A equipa técnica, chefiada por Pedroto, toma posição (atacando violentamente Américo de Sá), os jogadores dividem-se e vive-se o denominado ‘Verão Quente’. O clube está fraturado, Pedroto abandona o FC Porto (Hermann Stessl é chamado para o seu lugar) e Pinto da Costa, entretanto substituído por Teles Roxo, termina a sua passagem como dirigente do clube. Por pouco tempo. Em Dezembro de 1981, nasce um movimento de apoio a Pinto da Costa e em 17 de abril de 1982 o ex-chefe de departamento de futebol é eleito presidente do FC Porto.

Esta síntese do que foi a relação inicial de Pinto da Costa com o FC Porto é fundamental para se compreender não apenas o papel do presidente portista na transformação do clube mas também o êxito de um emblema que apenas com ele alcançou dimensão nacional e internacional.
Volvidos quase 34 anos sobre a sua eleição como presidente, muitos dos princípios defendidos nas décadas de 70 e 80 em relação ao funcionamento do futebol ainda se mantêm bem vivos, mesmo depois do advento das SAD (Sociedades Anónimas Desportivas), que no caso do FC Porto foi constituída em 30 de julho de 1997, há quase 20 anos.

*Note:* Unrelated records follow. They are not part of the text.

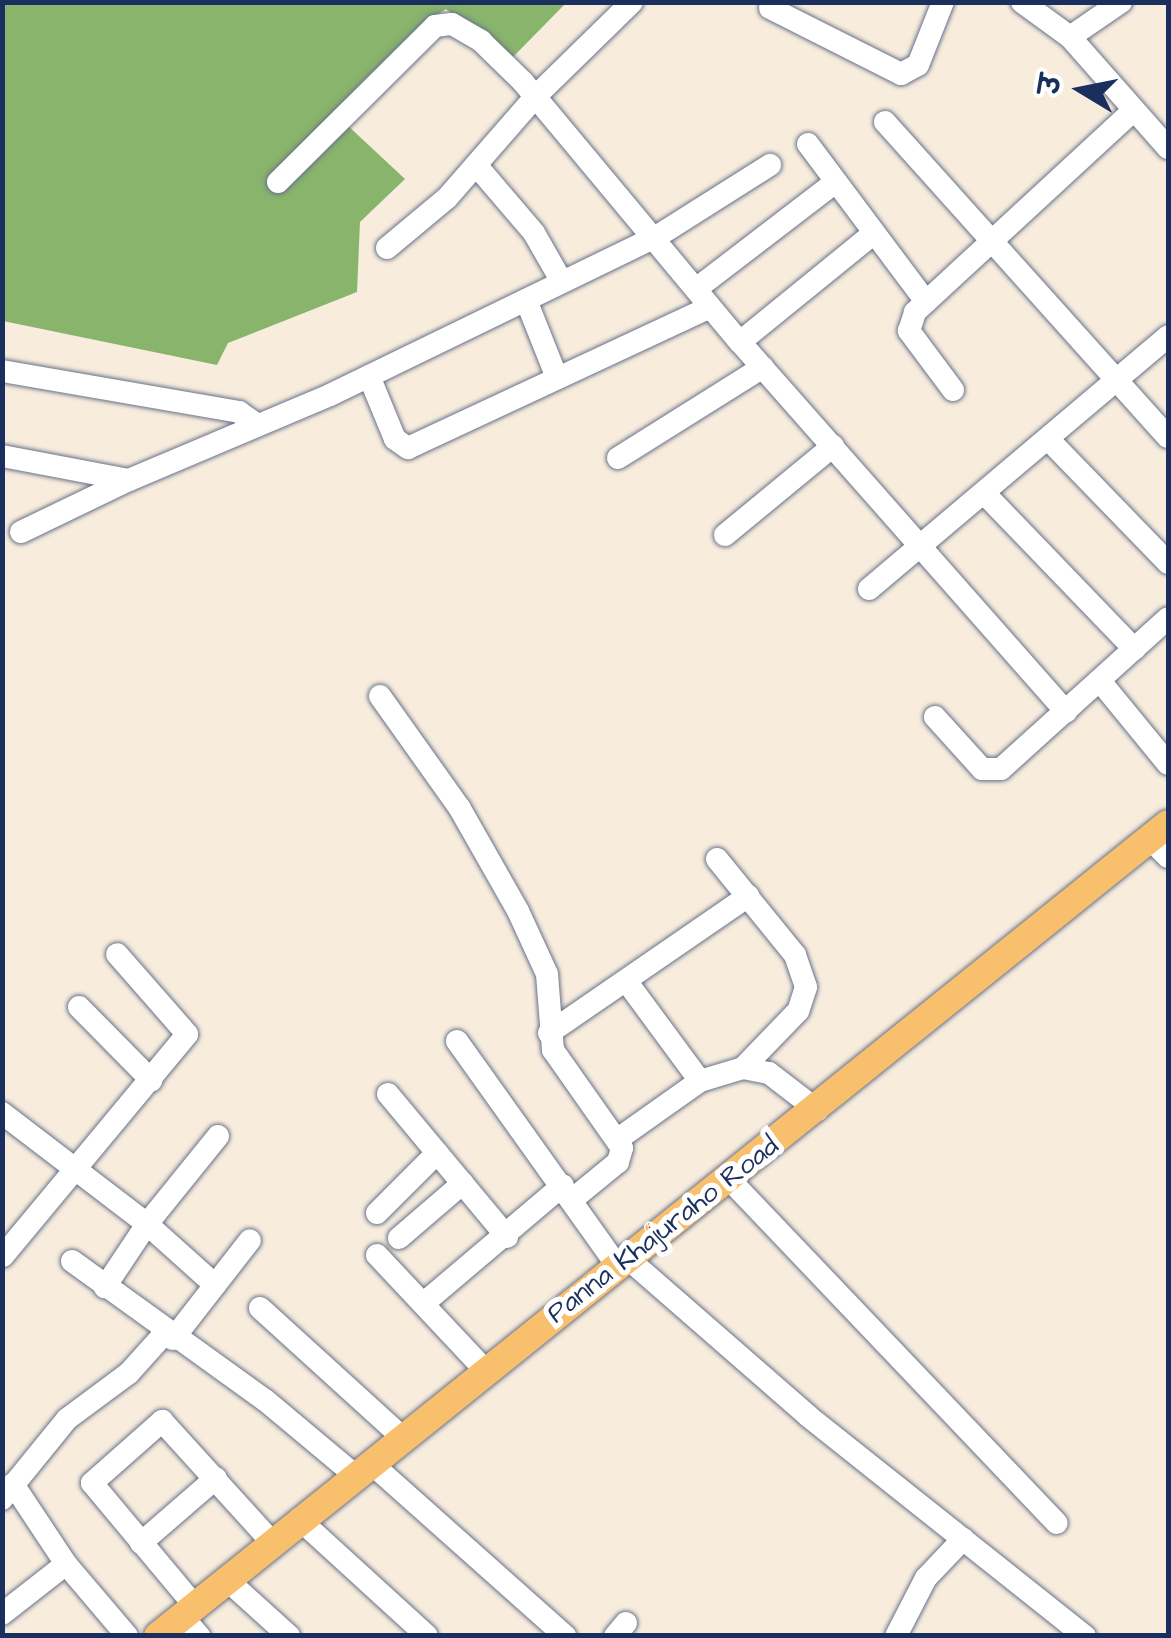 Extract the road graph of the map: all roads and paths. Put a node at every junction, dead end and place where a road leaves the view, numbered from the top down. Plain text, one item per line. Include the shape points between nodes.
1 (632, 2) edge
2 (943, 2) edge
3 (1022, 2) edge
4 (1121, 2) edge
5 (770, 8) dead end
6 (1070, 37) junction
7 (536, 96) junction
8 (1132, 113) junction
9 (886, 122) dead end
10 (808, 144) dead end
11 (1168, 148) edge
12 (476, 165) junction
13 (770, 165) dead end
14 (278, 182) dead end
15 (833, 184) junction
16 (872, 234) junction
17 (656, 237) junction
18 (995, 243) junction
19 (387, 248) dead end
20 (562, 282) junction
21 (703, 298) junction
22 (526, 300) junction
23 (926, 302) junction
24 (1168, 336) edge
25 (740, 342) junction
26 (762, 367) junction
27 (2, 372) edge
28 (369, 376) junction
29 (557, 378) junction
30 (1116, 378) junction
31 (953, 390) dead end
32 (256, 424) junction
33 (1168, 437) edge
34 (1050, 440) junction
35 (833, 446) junction
36 (2, 456) edge
37 (618, 458) dead end
38 (129, 480) junction
39 (986, 495) junction
40 (22, 532) dead end
41 (726, 535) dead end
42 (921, 544) junction
43 (1168, 563) edge
44 (869, 589) dead end
45 (1168, 618) edge
46 (1134, 648) junction
47 (1100, 682) junction
48 (380, 696) dead end
49 (1066, 712) junction
50 (935, 716) dead end
51 (1168, 764) edge
52 (1162, 840) edge
53 (717, 858) dead end
54 (748, 896) junction
55 (116, 954) dead end
56 (627, 982) junction
57 (79, 1007) dead end
58 (549, 1033) junction
59 (457, 1041) dead end
60 (743, 1068) junction
61 (151, 1080) junction
62 (700, 1081) junction
63 (388, 1094) dead end
64 (817, 1110) junction
65 (2, 1114) edge
66 (218, 1136) dead end
67 (618, 1139) junction
68 (438, 1153) junction
69 (76, 1169) junction
70 (729, 1178) junction
71 (463, 1183) junction
72 (568, 1192) junction
73 (376, 1213) dead end
74 (147, 1224) junction
75 (507, 1237) junction
76 (399, 1238) dead end
77 (250, 1240) dead end
78 (3, 1256) edge
79 (377, 1256) dead end
80 (621, 1261) junction
81 (72, 1262) dead end
82 (215, 1285) junction
83 (105, 1286) junction
84 (424, 1303) junction
85 (260, 1308) dead end
86 (169, 1336) junction
87 (485, 1370) junction
88 (404, 1439) junction
89 (364, 1470) junction
90 (216, 1478) junction
91 (8, 1491) edge
92 (299, 1519) junction
93 (1056, 1523) dead end
94 (963, 1539) junction
95 (271, 1541) junction
96 (141, 1543) junction
97 (66, 1564) junction
98 (226, 1578) junction
99 (2, 1614) edge
100 (191, 1619) edge
101 (126, 1636) edge
102 (158, 1636) edge
103 (289, 1636) edge
104 (427, 1636) edge
105 (564, 1636) edge
106 (896, 1636) edge
107 (1085, 1636) edge

1 - 7 street
2 - 5 street via 918,65 901,74
3 - 6 street
4 - 6 street
6 - 8 street
7 - 12 street
7 - 14 street via 481,42 452,24 435,26
7 - 17 street
8 - 11 street
8 - 18 street
9 - 18 street
10 - 15 street
12 - 19 street via 415,230
12 - 20 street via 534,233
13 - 17 street
15 - 16 street
15 - 21 street
16 - 23 street
16 - 25 street
17 - 20 street
17 - 21 street
18 - 23 street
18 - 30 street
20 - 22 street
21 - 25 street
21 - 29 street
22 - 28 street
22 - 29 street
23 - 31 street via 909,331
24 - 30 street
25 - 26 street
26 - 35 street
26 - 37 street
27 - 32 street via 239,412
28 - 29 street via 394,440 408,448
28 - 32 street
30 - 33 street
30 - 34 street
32 - 38 street
34 - 39 street
34 - 43 street
35 - 41 street
35 - 42 street
36 - 38 street
38 - 40 street
39 - 42 street
39 - 46 street
42 - 44 street
42 - 49 street
45 - 46 street
46 - 47 street
47 - 49 street
47 - 51 street
48 - 58 street via 459,807 533,941 547,974
49 - 50 street via 992,771 982,769
52 - 64 main road, Panna Khajuraho Road
53 - 54 street
54 - 56 street
54 - 60 street via 795,956 806,986 798,1011 754,1049
55 - 61 street via 186,1026 183,1043
56 - 58 street
56 - 62 street
57 - 61 street
58 - 67 street via 554,1050
59 - 72 street
60 - 62 street
60 - 64 street via 782,1080
61 - 69 street
62 - 67 street
63 - 68 street
64 - 70 main road, Panna Khajuraho Road
65 - 69 street
66 - 74 street
67 - 72 street via 618,1162
68 - 71 street
68 - 73 street
69 - 74 street
69 - 78 street
70 - 80 main road, Panna Khajuraho Road
70 - 93 street
71 - 75 street
71 - 76 street
72 - 75 street
72 - 80 street
74 - 82 street
74 - 83 street
75 - 84 street
77 - 82 street
79 - 84 street
80 - 87 main road, Panna Khajuraho Road
80 - 94 street
81 - 83 street
82 - 86 street
83 - 86 street
84 - 87 street
85 - 88 street
86 - 89 street
86 - 91 street via 66,1418
87 - 88 main road, Panna Khajuraho Road
88 - 89 main road, Panna Khajuraho Road
89 - 92 main road, Panna Khajuraho Road
89 - 105 street
90 - 95 street
90 - 96 street
90 - 96 street via 165,1420 94,1480
91 - 97 street
92 - 95 main road, Panna Khajuraho Road
92 - 104 street
94 - 106 street via 926,1578
94 - 107 street
95 - 98 main road, Panna Khajuraho Road
96 - 100 street
97 - 99 street
97 - 101 street
98 - 100 main road, Panna Khajuraho Road
98 - 103 street
100 - 102 main road, Panna Khajuraho Road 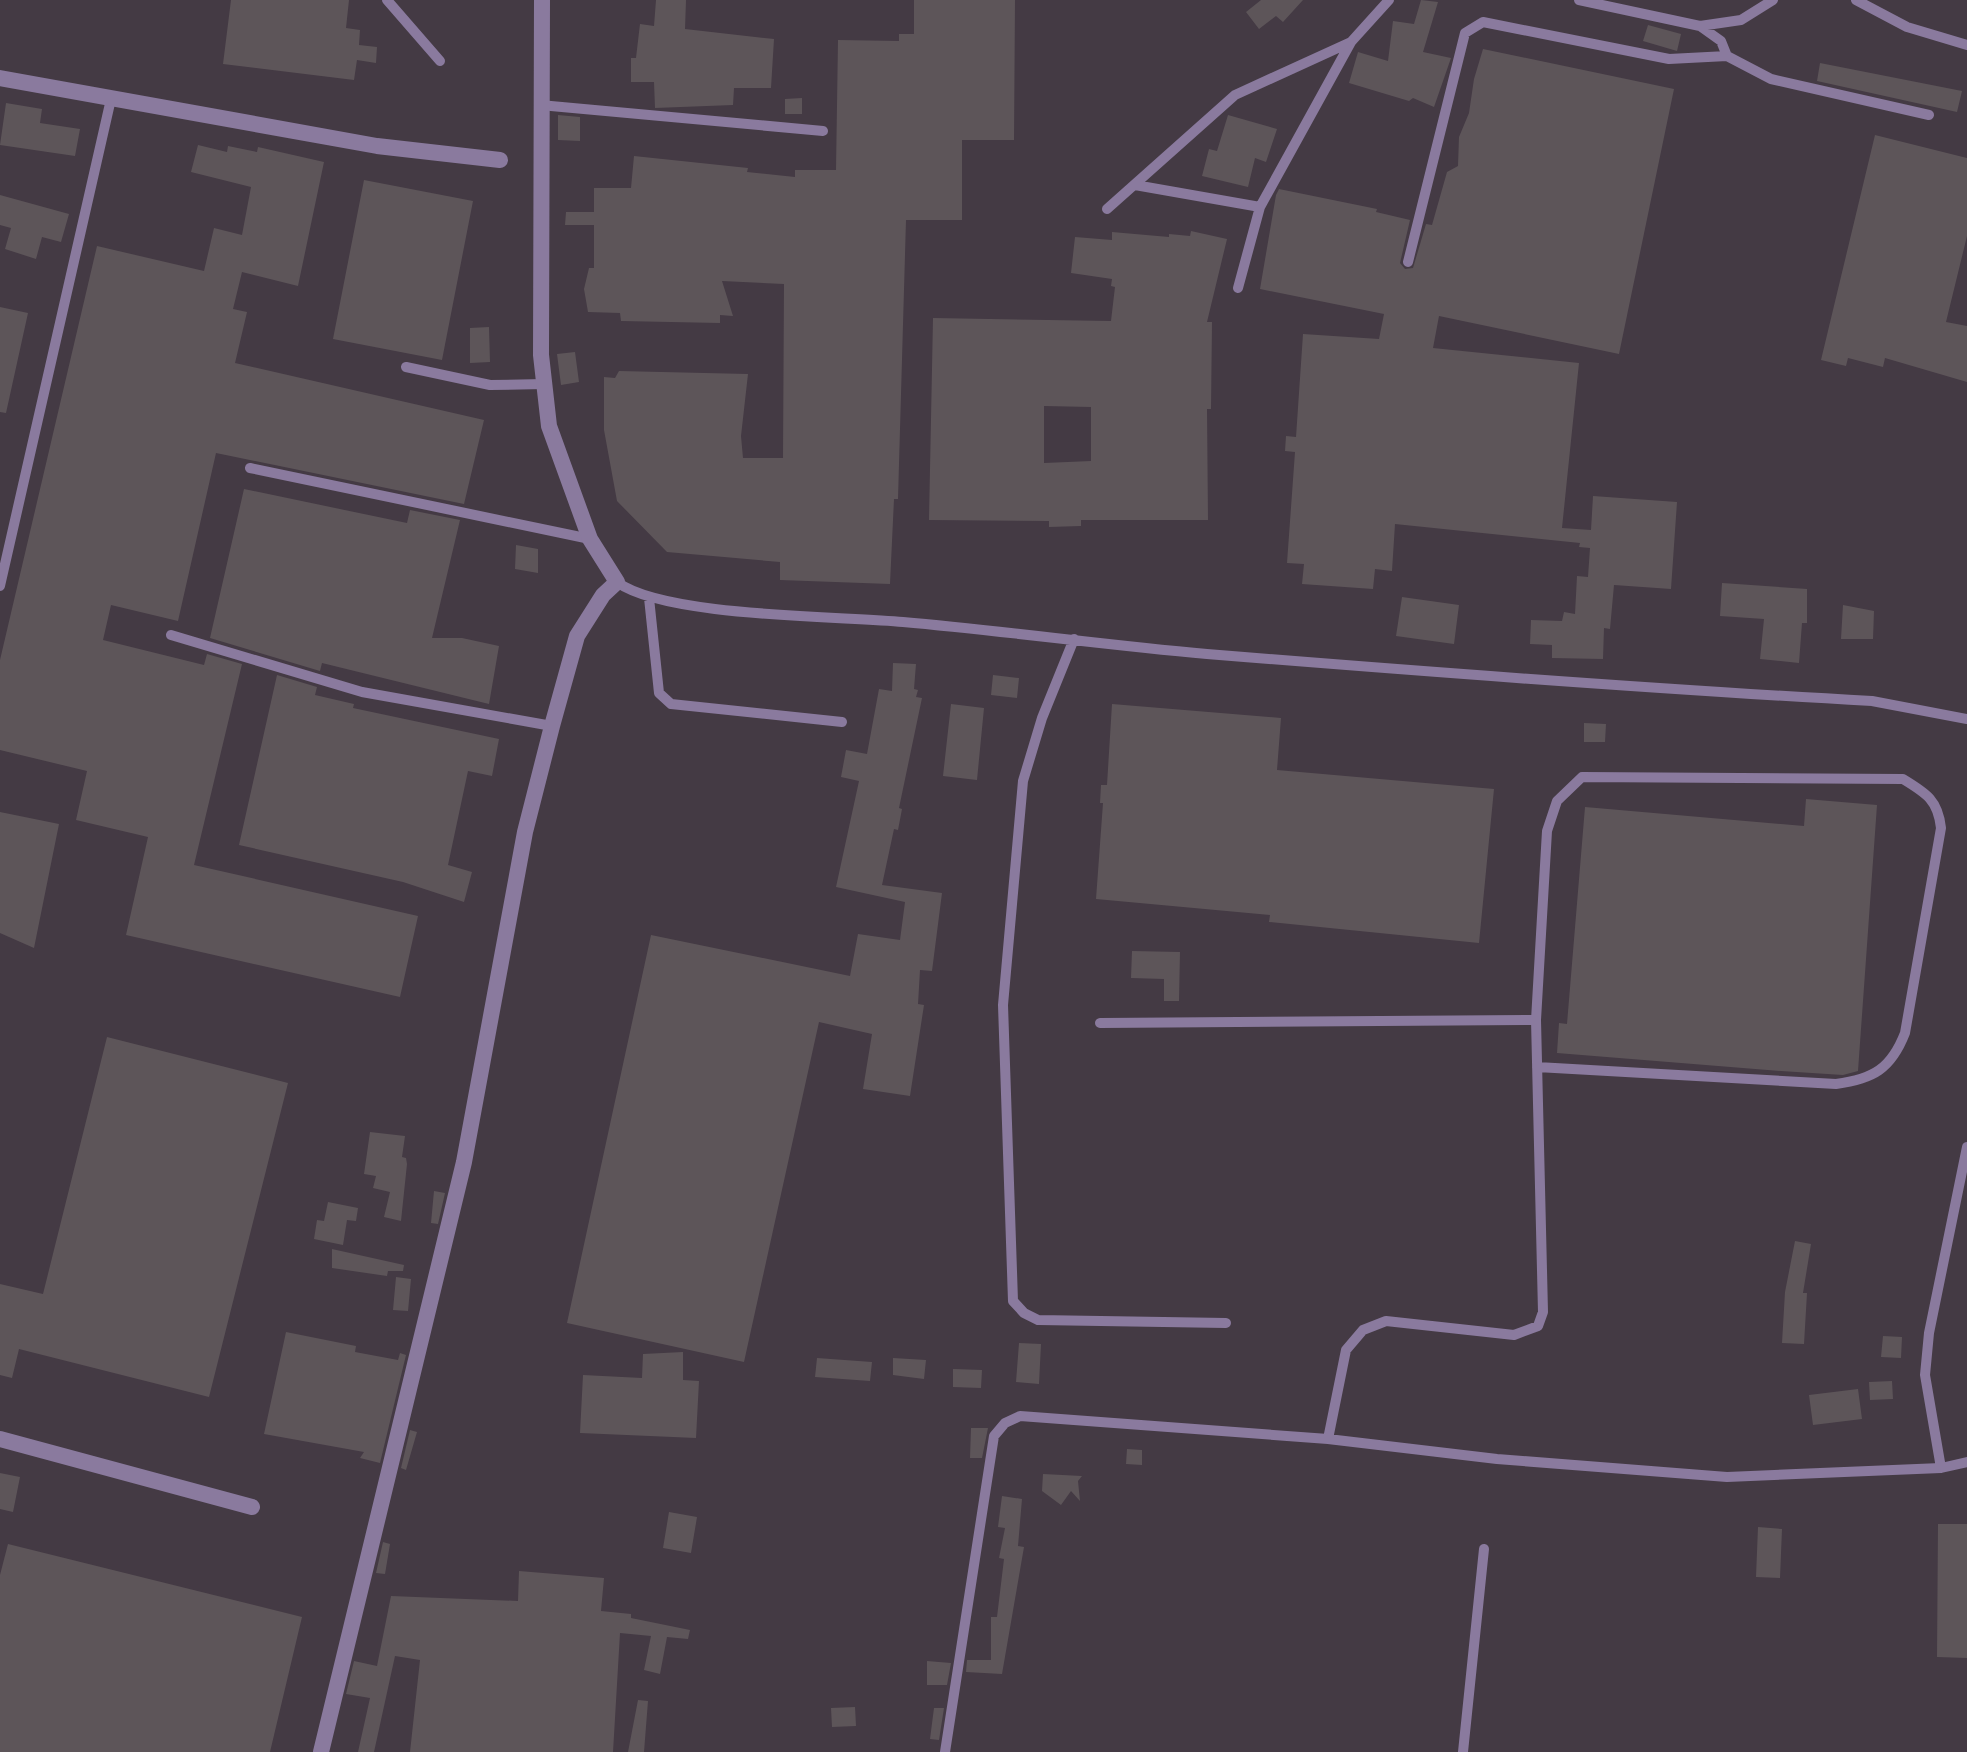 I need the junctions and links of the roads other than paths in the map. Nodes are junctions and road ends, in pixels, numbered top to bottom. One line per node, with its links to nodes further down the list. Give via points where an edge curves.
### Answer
1 (387, 0): 11 (lane)
2 (542, 0): 14 (street)
3 (1389, 0): 8 (lane)
4 (1579, 0): 7 (lane)
5 (1773, 0): 7 (lane, via 1741,20)
6 (1856, 0): 9 (lane, via 1907,27)
7 (1700, 26): 10 (lane, via 1721,41)
8 (1351, 42): 18 (lane, via 1235,95); 19 (lane)
9 (1967, 45)
10 (1727, 56): 15 (lane, via 1771,79); 21 (lane, via 1669,59 1483,22 1473,25 1465,33)
11 (440, 61)
12 (0, 78): 13 (street)
13 (111, 99): 17 (street, via 361,144); 28 (lane)
14 (540, 105): 16 (lane); 24 (street)
15 (1929, 115)
16 (823, 131)
17 (500, 160)
18 (1135, 185): 19 (lane); 20 (lane)
19 (1260, 207): 22 (lane)
20 (1107, 209)
21 (1408, 262)
22 (1238, 288)
23 (406, 367): 24 (lane, via 490,385)
24 (544, 384): 26 (street, via 549,426)
25 (250, 468): 26 (lane)
26 (590, 539): 27 (street)
27 (617, 582): 29 (lane); 34 (street, via 577,636)
28 (0, 586)
29 (649, 598): 31 (lane); 33 (lane, via 659,693 671,704)
30 (171, 635): 34 (lane, via 362,692)
31 (1074, 639): 32 (lane, via 1206,654 1872,701); 39 (lane, via 1023,781 1003,1005 1013,1301 1038,1320)
32 (1967, 719)
33 (842, 722)
34 (552, 726): 46 (street, via 525,832 464,1162)
35 (1536, 1020): 36 (lane); 37 (lane); 37 (lane, via 1547,831 1557,801 1582,777 1903,779 1930,795 1939,810 1941,828 1905,1033 1896,1056 1877,1073 1836,1084)
36 (1100, 1023)
37 (1537, 1067): 41 (lane, via 1543,1312 1538,1326 1514,1335 1386,1321 1363,1330 1346,1350)
38 (1967, 1147): 43 (lane, via 1925,1375)
39 (1226, 1323)
40 (0, 1439): 44 (street)
41 (1328, 1439): 43 (lane, via 1727,1477); 47 (lane, via 1055,1417 1020,1416 1005,1423 994,1436 984,1489)
42 (1967, 1462): 43 (lane)
43 (1941, 1468)
44 (252, 1507)
45 (1484, 1549): 48 (lane)
46 (321, 1752)
47 (945, 1752)
48 (1463, 1752)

Esta foi a base do sucesso do FC Porto: uma liderança inequívoca, construída sobre si próprio, a escolha de um treinador (José Maria Pedroto) que, na área técnica, fosse um dos melhores e a projeção de um discurso de ataque aos clubes de Lisboa e à capital, a servir de cola para unir as hostes. Pedroto tinha todas essas características e foi ele o verdadeiro ideólogo da transformação do FC Porto. Pinto da Costa teve o instinto, a perceção e a inteligência de perceber que aquela era, devidamente dimensionada, a ‘fórmula de sucesso’. A fórmula que levaria o FC Porto a ganhar mais vezes na década de 80 (com um grande ‘boom’ internacional, através das vitórias na Taça dos Campeões, na Supertaça Europeia e na Taça Intercontinental); a tornar-se hegemónico na década de 90 e, depois de um ciclo de três épocas, a permitir a intrusão do Sporting e Boavista (entre 1999-2000 e 2001-02), a dominar claramente cerca de dez anos no arranque do século XXI.

2 O período áureo (o coração bate)

O coração do Dragão bate.

Bate forte, sentado no músculo que gerou no ventre de tantas vitórias. Bate forte, exibindo orgulho pelas artérias da cidade do Porto, o seu bastião Douro. Bate forte, porque história rima com memória e da memória não se apaga com uma tecla do teclado.

O coração do Dragão bate.

Bate forte, quando recupera a gestação no Lima, no Ameal e na Constituição, antes da consagração nas Antas e no Dragão.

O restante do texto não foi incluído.